Records from a collection
Start of Block

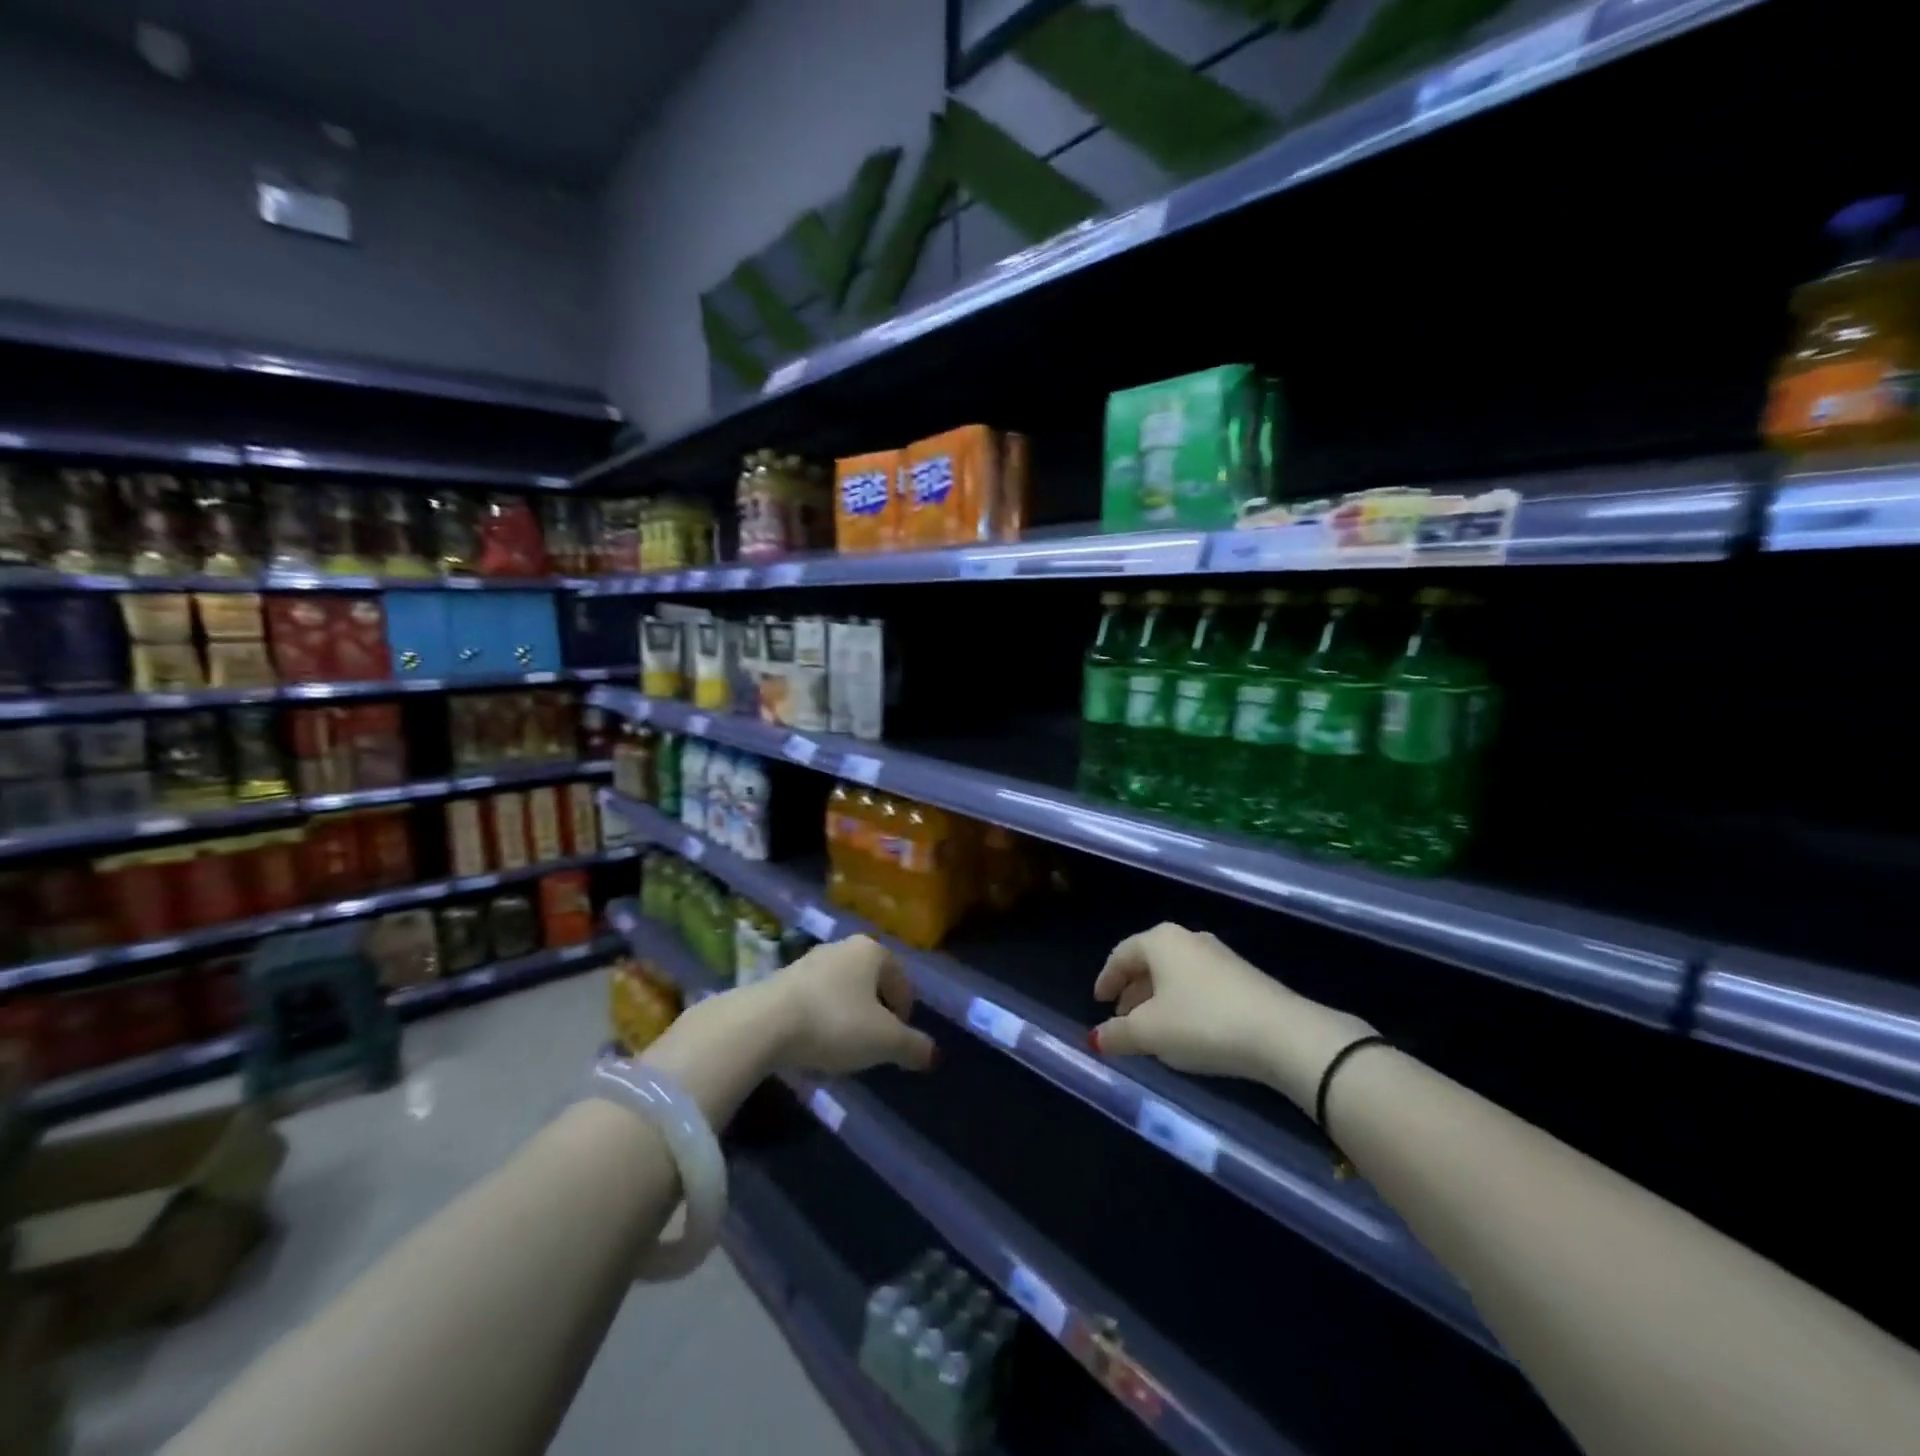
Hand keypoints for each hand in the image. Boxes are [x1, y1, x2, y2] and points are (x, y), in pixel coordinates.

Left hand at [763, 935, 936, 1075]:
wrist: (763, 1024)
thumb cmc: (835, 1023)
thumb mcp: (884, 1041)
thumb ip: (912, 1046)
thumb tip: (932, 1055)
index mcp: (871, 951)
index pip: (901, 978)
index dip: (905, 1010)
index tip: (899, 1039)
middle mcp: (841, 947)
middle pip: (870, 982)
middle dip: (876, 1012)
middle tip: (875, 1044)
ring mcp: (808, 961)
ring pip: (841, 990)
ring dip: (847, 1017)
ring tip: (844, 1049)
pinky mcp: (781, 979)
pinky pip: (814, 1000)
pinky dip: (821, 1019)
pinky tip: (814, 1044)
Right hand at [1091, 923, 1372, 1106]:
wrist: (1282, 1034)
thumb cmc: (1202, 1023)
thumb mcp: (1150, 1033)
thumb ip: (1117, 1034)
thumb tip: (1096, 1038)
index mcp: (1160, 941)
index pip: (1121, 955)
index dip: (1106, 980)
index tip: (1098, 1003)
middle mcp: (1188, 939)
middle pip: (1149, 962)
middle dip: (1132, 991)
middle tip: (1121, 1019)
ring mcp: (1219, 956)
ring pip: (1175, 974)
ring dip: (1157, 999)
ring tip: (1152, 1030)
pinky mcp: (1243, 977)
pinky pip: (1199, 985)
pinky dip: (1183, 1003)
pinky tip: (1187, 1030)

End of Block

• Task item: The reply should hold every line of the records unchanged and no pictures.

• Exercise response:
Hand keypoints for each hand in the image. Boxes are [x1, y1, x2, y2] and points are (x, y), in pixel coordinates.

Left hand at [763, 935, 936, 1075]:
wrist: (763, 1024)
thumb cmc: (835, 1023)
thumb mcp: (884, 1041)
thumb ip: (912, 1046)
thumb tip: (932, 1055)
index mcp: (871, 951)
index pip: (901, 978)
index dip: (905, 1010)
index tip: (899, 1039)
middle mcp: (841, 947)
middle pip: (870, 982)
middle dip: (876, 1012)
middle tip: (875, 1044)
ring mcp: (808, 961)
ring pip: (841, 990)
ring dip: (847, 1017)
ring tip: (844, 1049)
pinky mcp: (781, 979)
pinky pip: (814, 1000)
pinky dip: (821, 1019)
pinky tip: (814, 1044)
Right hand at [1091, 923, 1372, 1106]:
wrist: (1282, 1034)
thumb cmc: (1202, 1023)
thumb mcp: (1150, 1033)
thumb ip: (1117, 1034)
thumb tip: (1096, 1038)
index mcp: (1160, 941)
index pip: (1121, 955)
index dip: (1106, 980)
index tip: (1098, 1003)
middle mcp: (1188, 939)
middle pip: (1149, 962)
middle dip: (1132, 991)
middle tip: (1121, 1019)
ring mcp: (1219, 956)
ring pip: (1175, 974)
ring dip: (1157, 999)
ring tip: (1152, 1030)
pinky mcp: (1243, 977)
pinky pip: (1199, 985)
pinky dip: (1183, 1003)
pinky tip: (1187, 1030)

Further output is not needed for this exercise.